In her Diamond Jubilee year, Holyrood Week in Scotland runs from 30 June to 6 July 2012 and begins with the Ceremony of the Keys, in which The Queen is received into the Scottish Capital of Scotland by the City Chamberlain. There follows an investiture held in the Palace of Holyroodhouse to enable Scottish residents whose achievements have been recognised to collect their honours from Her Majesty in their home country.

This year, the Queen will make a return visit the Scottish Parliament at Holyrood to mark the start of the fourth session. Thereafter, she and the Duke of Edinburgh will entertain around 8,000 guests from all walks of Scottish life at a Garden party held in the spectacular grounds of the Palace.

Another aspect of the monarchy’s interaction with Scotland, however, is rather more private.

Ever since the Queen’s great-great-grandmother Queen Victoria in 1852 purchased the private estate of Balmoral on Deeside in Aberdeenshire, this castelated castle has served as a holiday refuge from the relentless affairs of state.
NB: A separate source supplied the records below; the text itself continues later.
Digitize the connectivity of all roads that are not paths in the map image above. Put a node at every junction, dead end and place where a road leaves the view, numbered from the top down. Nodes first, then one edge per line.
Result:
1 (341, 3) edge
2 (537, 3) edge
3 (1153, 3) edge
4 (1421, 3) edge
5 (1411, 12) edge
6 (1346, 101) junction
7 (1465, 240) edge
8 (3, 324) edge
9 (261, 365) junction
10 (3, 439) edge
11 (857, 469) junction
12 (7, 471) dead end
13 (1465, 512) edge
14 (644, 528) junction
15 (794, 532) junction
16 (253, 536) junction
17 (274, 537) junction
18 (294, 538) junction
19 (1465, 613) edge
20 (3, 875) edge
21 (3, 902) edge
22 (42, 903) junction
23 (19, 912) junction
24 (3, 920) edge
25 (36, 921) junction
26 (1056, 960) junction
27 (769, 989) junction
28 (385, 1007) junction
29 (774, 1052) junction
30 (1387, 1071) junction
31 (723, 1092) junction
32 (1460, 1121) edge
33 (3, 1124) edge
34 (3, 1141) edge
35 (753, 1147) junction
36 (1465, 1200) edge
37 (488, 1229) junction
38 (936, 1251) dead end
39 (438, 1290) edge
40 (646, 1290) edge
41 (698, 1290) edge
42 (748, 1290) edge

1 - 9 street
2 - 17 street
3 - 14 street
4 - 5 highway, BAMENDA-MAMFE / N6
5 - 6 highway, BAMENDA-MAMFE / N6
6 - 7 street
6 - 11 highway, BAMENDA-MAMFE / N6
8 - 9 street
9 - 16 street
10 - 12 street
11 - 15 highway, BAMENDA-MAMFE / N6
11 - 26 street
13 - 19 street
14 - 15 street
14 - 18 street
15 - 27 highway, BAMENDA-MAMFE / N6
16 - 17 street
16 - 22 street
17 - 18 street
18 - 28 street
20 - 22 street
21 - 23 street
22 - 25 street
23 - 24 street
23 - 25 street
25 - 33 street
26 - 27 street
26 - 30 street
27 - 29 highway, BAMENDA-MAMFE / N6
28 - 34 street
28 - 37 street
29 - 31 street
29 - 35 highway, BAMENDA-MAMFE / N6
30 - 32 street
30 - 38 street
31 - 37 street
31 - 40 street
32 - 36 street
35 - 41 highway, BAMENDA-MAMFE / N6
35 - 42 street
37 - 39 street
Even holiday time has its obligations if you are born to be Queen, and there is no escape from the weekly flow of Red Boxes and Government papers which she is obliged to scrutinise, nor the political house guests. In addition, the traditional attendance of the royal family at the Braemar Gathering and Highland Games on Sunday 1st September is again guaranteed to bring in the crowds in record numbers, everyone hoping to catch a glimpse of this remarkable lady who has meant so much to us for all of our lives.